Another very sensitive part of the body is the testicles, and these too will experience an automatic, physiological reaction during sexual arousal. They’ll scrunch up closer to the body.
But when it comes to the penis, we must also pay attention to the ways a man can protect himself psychologically.
The shaft of the penis gets a lot of attention since this is what fills up with blood to become erect during arousal. And for men, just how big and hard the penis gets is the subject of significant psychological strain, even though nearly all women agree that men fixate and place too much emphasis on penis size.
If you ever find yourself dealing with a man who becomes overly concerned about his penis not being sufficiently big or hard enough, be sure to use this as an opportunity to establish a channel of trust about each others’ sexual anxieties and desires. For example, you could make it clear that his penis isn't even needed to give you an orgasm, so he should worry less about his size and hardness and more about your clitoris or other desires.
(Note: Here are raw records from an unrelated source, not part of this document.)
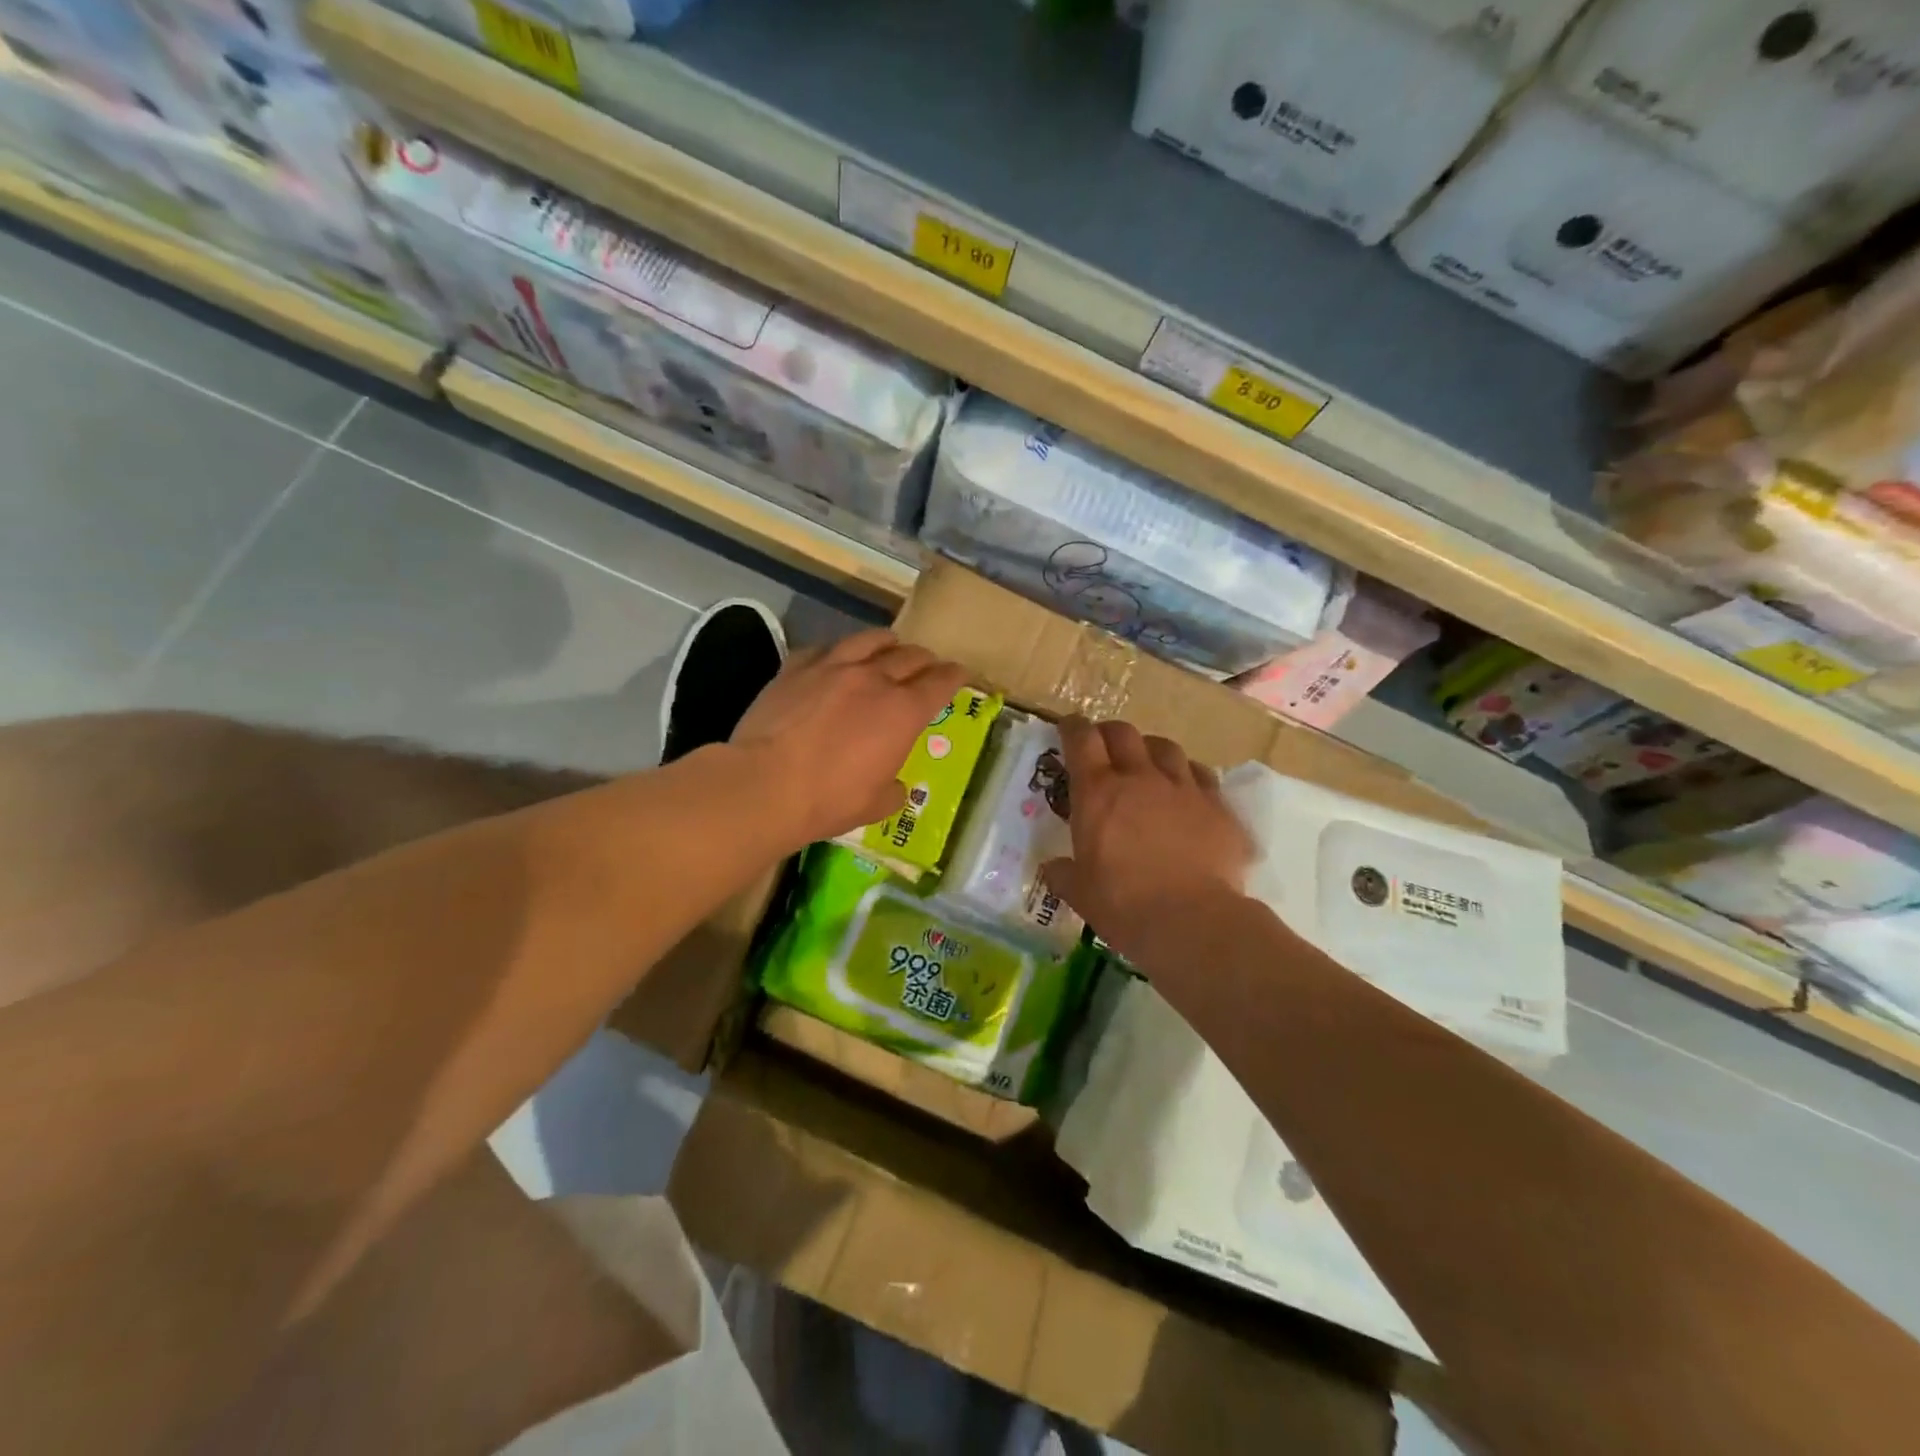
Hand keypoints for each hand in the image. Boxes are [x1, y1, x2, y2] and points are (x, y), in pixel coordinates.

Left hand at [730, 628, 968, 846]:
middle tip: (928, 666)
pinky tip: (834, 658)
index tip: (960, 673)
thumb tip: (895, 786)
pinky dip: (837, 651)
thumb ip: (893, 790)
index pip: (941, 683)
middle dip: (925, 660)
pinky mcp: (796, 667)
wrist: (765, 785)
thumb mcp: (875, 805)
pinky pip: (824, 648)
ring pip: (869, 640)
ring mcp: (833, 667)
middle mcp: (874, 679)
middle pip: (910, 656)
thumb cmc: (829, 800)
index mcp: (903, 712)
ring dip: (887, 642)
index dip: (955, 676)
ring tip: (889, 645)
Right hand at [1041, 716, 1252, 960]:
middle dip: (1109, 733)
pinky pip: (1201, 774)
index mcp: (1097, 793)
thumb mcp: (1080, 892)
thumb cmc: (1123, 905)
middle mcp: (1140, 778)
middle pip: (1124, 733)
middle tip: (1104, 747)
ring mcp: (1183, 788)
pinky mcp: (1218, 806)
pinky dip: (1188, 775)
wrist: (1192, 920)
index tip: (1068, 727)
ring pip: (1165, 747)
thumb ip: (1064, 874)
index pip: (1081, 739)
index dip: (1072, 727)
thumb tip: (1053, 868)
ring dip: (1150, 750)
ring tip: (1147, 764)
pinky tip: (1186, 791)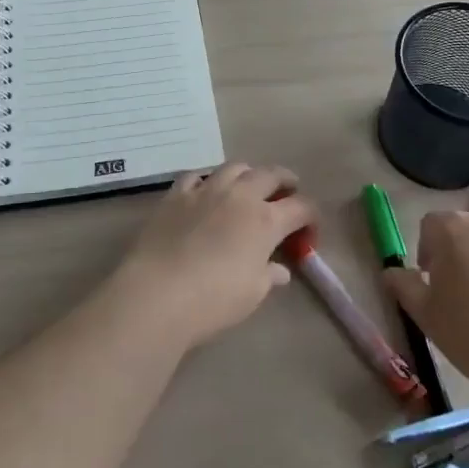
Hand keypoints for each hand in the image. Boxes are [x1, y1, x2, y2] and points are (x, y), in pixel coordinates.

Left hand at [112, 163, 315, 350]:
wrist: (158, 293)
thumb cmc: (214, 299)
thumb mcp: (252, 294)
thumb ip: (269, 276)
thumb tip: (279, 270)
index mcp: (266, 220)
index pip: (300, 207)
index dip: (310, 215)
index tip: (310, 227)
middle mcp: (240, 196)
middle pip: (270, 174)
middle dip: (285, 180)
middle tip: (289, 189)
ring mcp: (206, 191)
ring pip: (234, 168)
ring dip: (248, 174)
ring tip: (249, 184)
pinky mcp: (176, 195)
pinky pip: (196, 176)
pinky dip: (207, 180)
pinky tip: (206, 190)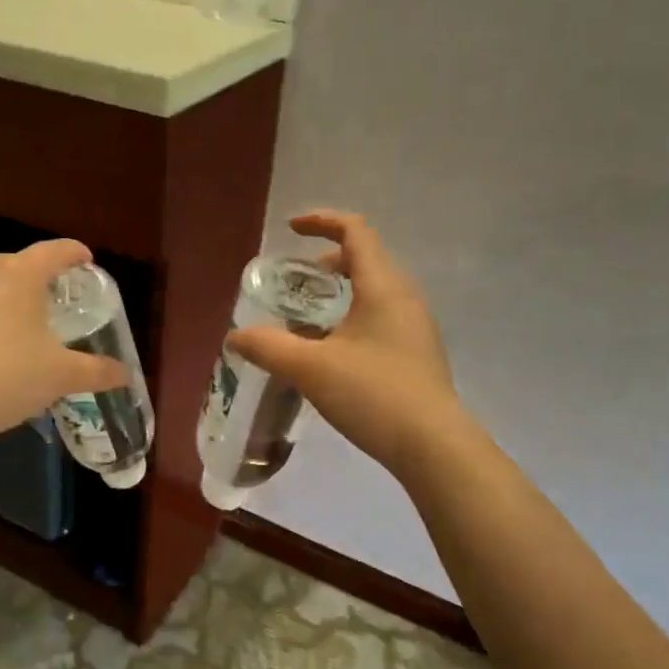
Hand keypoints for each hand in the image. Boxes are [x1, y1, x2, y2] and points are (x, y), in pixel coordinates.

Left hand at [0, 239, 127, 442]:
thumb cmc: (9, 378)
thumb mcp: (62, 376)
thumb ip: (98, 371)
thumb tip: (126, 374)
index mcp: (19, 275)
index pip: (55, 250)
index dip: (75, 253)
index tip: (86, 261)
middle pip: (20, 263)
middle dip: (41, 276)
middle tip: (57, 300)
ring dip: (8, 295)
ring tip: (22, 322)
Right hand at [227, 211, 459, 475]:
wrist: (433, 446)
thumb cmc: (373, 394)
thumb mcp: (311, 368)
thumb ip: (269, 347)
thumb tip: (236, 336)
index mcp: (382, 286)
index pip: (355, 232)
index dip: (322, 222)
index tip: (292, 229)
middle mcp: (404, 297)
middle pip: (366, 258)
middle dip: (328, 260)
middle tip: (297, 280)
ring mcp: (415, 326)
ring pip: (375, 290)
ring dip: (341, 291)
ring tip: (309, 317)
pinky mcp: (417, 353)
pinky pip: (382, 317)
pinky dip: (353, 316)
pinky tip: (333, 352)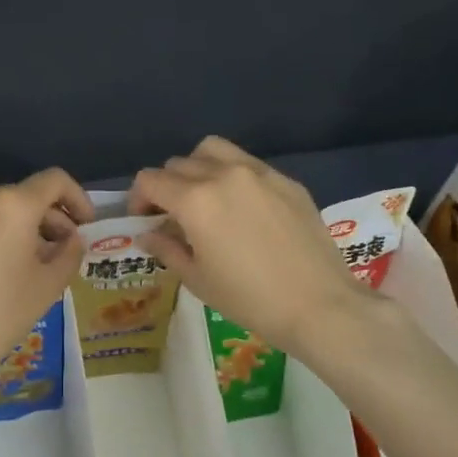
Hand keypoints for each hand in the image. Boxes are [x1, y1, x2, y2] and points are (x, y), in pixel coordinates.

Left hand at [0, 169, 94, 399]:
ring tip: (19, 264)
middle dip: (45, 220)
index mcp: (13, 204)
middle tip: (57, 251)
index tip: (85, 224)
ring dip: (12, 229)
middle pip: (21, 196)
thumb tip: (71, 239)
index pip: (55, 181)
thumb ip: (69, 253)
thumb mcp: (48, 287)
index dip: (77, 198)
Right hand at [129, 137, 370, 358]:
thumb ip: (167, 249)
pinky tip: (243, 209)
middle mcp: (223, 175)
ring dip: (197, 168)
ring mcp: (259, 173)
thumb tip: (149, 234)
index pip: (150, 180)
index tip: (144, 221)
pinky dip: (232, 176)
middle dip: (166, 187)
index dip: (138, 199)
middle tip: (173, 217)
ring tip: (204, 199)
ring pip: (213, 151)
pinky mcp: (287, 181)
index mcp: (195, 200)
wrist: (319, 306)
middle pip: (178, 164)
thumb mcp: (197, 279)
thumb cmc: (249, 299)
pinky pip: (248, 165)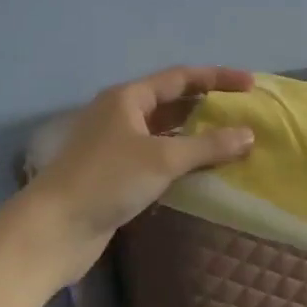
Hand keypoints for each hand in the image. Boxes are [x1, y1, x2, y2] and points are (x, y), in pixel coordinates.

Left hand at [22, 66, 255, 283]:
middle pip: (172, 103)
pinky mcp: (116, 175)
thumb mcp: (162, 159)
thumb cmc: (108, 180)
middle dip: (208, 106)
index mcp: (128, 98)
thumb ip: (208, 145)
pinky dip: (182, 160)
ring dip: (196, 136)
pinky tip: (204, 171)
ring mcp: (116, 146)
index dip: (217, 78)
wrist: (55, 228)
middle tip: (244, 114)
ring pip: (165, 133)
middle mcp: (121, 115)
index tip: (251, 85)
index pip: (180, 78)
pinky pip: (158, 158)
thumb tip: (248, 134)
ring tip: (232, 141)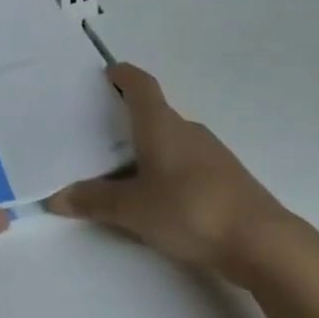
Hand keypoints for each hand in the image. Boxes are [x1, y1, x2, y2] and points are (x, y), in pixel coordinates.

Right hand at [44, 64, 300, 287]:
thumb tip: (54, 198)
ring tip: (124, 169)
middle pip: (154, 112)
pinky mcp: (228, 179)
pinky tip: (160, 196)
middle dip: (128, 118)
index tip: (106, 74)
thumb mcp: (132, 209)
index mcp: (161, 124)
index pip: (140, 84)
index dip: (122, 75)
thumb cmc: (190, 210)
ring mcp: (212, 153)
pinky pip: (188, 162)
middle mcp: (186, 129)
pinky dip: (169, 169)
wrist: (264, 244)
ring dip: (150, 147)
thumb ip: (93, 201)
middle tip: (100, 131)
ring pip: (172, 139)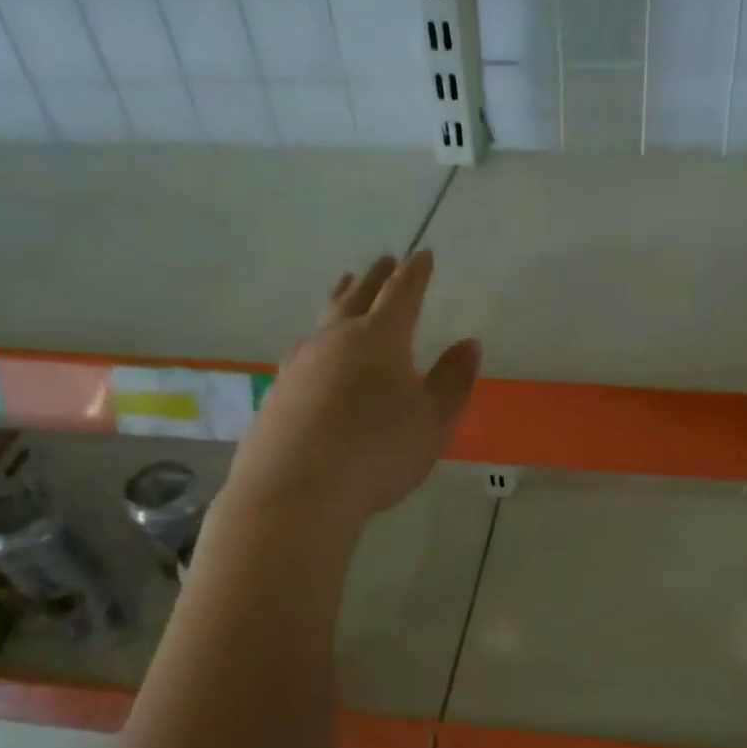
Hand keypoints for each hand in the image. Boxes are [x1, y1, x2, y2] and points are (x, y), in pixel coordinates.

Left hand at [227, 253, 478, 526]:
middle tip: (383, 262)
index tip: (424, 255)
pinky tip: (315, 357)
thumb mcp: (433, 421)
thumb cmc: (378, 452)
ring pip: (323, 322)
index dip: (416, 274)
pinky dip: (318, 344)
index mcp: (380, 339)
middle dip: (374, 278)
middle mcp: (335, 341)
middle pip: (357, 298)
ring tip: (345, 293)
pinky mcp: (277, 393)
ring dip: (339, 302)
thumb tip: (469, 343)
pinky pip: (304, 355)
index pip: (402, 294)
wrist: (297, 492)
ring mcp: (299, 365)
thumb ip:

Moving further down to the other bits that are stored below a man’s belt, we reach the perineum and then the anus. Given their location, both are naturally and biologically well protected. But due to the taboos surrounding the ass and its various functions, this area can be as guarded as Fort Knox – even though it’s full of sensitive and pleasurable nerve endings. In fact, just two inches inside the anus is the male G-spot, capable of providing immense sexual gratification when stimulated.